(Stored data)
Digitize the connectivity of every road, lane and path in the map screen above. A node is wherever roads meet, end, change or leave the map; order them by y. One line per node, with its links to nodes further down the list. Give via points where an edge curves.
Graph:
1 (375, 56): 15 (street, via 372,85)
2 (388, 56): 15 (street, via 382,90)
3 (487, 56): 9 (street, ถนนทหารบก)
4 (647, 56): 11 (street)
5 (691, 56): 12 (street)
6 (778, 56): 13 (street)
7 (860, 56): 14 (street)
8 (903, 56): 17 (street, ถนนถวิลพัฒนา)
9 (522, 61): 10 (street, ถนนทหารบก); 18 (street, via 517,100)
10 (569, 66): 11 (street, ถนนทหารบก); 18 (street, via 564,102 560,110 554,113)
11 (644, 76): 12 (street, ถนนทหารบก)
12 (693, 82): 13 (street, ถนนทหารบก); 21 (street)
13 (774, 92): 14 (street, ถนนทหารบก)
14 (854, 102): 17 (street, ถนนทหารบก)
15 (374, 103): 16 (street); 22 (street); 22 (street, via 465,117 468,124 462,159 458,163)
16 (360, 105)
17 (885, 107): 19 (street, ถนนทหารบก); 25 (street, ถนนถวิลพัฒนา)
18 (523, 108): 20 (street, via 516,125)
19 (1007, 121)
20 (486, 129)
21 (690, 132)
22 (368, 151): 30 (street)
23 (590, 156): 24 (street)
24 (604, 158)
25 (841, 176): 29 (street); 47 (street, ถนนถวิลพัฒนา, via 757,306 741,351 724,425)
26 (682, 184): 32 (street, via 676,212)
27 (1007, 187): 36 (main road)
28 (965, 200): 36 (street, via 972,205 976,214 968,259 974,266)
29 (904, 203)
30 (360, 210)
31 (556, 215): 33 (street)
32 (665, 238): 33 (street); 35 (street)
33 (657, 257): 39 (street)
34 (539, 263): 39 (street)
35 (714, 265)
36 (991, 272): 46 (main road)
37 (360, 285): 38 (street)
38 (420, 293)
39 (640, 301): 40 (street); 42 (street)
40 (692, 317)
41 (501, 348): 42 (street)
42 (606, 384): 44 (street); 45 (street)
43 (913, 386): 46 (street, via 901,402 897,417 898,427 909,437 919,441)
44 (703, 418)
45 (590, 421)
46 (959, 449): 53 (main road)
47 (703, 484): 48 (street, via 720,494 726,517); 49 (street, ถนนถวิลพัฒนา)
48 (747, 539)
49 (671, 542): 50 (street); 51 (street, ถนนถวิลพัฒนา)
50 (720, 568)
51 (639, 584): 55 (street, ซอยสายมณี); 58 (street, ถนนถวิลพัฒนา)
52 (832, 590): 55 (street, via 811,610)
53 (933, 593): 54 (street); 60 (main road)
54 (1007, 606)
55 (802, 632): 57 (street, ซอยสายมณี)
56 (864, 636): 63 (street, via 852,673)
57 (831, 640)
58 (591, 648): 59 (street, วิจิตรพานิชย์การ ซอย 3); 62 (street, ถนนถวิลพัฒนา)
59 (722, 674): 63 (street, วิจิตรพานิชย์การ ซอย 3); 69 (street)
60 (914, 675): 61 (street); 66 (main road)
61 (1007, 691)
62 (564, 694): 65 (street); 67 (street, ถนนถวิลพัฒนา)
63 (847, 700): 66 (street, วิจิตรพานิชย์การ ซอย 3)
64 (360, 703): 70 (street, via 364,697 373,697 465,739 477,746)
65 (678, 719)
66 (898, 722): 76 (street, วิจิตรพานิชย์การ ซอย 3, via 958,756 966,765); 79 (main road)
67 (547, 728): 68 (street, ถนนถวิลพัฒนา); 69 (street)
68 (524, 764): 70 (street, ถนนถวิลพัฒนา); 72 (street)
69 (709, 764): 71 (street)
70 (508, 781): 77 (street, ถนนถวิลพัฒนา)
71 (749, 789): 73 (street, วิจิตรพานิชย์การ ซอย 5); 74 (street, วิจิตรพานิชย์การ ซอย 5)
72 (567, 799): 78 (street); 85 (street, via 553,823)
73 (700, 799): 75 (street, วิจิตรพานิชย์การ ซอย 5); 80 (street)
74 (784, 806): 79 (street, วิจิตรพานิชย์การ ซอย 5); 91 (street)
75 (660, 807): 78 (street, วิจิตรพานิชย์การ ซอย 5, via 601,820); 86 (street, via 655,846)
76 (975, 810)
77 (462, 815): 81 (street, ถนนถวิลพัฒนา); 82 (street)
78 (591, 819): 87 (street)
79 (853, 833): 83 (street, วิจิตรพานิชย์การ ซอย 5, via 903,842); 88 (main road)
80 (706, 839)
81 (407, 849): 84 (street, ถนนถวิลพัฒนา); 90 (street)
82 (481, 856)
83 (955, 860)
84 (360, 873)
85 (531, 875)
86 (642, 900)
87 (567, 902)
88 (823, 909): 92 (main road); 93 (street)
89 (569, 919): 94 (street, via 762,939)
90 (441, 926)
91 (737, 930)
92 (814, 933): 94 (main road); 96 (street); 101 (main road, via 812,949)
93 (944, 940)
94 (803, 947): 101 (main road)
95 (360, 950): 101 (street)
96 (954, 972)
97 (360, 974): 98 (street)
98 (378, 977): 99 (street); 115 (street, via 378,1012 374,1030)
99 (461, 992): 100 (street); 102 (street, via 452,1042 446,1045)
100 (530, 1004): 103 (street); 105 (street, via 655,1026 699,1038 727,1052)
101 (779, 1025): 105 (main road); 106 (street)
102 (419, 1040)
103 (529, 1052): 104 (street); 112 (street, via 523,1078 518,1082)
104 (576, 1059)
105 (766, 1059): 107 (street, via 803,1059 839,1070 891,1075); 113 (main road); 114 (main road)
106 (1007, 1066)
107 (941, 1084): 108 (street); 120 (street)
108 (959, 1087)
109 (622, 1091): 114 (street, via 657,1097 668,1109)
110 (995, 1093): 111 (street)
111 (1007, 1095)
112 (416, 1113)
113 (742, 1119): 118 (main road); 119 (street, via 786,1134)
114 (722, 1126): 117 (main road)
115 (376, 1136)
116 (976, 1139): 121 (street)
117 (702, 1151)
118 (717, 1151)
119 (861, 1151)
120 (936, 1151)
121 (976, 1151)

→ Exercise aim
The reply should consist solely of the number of lines in the records that include "ถนนทหารบก".

→ Solution to this task
8